Every line of the material below in which "South" shows up is to be located and copied.

Top of Data to process

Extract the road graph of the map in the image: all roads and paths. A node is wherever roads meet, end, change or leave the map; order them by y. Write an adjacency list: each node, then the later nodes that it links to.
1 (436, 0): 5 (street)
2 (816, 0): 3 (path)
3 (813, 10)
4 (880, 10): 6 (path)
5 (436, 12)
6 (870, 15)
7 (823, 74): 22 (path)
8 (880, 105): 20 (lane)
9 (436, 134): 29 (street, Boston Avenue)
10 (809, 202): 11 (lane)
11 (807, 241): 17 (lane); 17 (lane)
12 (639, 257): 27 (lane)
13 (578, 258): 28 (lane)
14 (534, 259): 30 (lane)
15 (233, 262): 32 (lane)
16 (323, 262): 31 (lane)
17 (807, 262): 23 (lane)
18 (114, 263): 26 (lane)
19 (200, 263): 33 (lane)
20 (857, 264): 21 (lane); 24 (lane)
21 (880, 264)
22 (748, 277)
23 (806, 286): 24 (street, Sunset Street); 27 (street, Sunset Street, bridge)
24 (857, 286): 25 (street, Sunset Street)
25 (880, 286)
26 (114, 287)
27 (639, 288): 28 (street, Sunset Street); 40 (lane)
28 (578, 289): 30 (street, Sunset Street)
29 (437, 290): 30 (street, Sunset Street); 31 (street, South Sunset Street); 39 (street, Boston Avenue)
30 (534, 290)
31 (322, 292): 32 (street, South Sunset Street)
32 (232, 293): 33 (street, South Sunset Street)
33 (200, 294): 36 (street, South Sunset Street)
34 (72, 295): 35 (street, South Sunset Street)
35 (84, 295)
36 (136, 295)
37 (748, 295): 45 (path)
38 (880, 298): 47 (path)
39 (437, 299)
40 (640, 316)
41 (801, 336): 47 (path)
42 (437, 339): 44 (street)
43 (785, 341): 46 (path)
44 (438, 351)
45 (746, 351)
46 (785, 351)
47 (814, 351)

Bottom of Data to process

Solution to this exercise:
29 (437, 290): 30 (street, Sunset Street); 31 (street, South Sunset Street); 39 (street, Boston Avenue)
31 (322, 292): 32 (street, South Sunset Street)
32 (232, 293): 33 (street, South Sunset Street)
33 (200, 294): 36 (street, South Sunset Street)
34 (72, 295): 35 (street, South Sunset Street)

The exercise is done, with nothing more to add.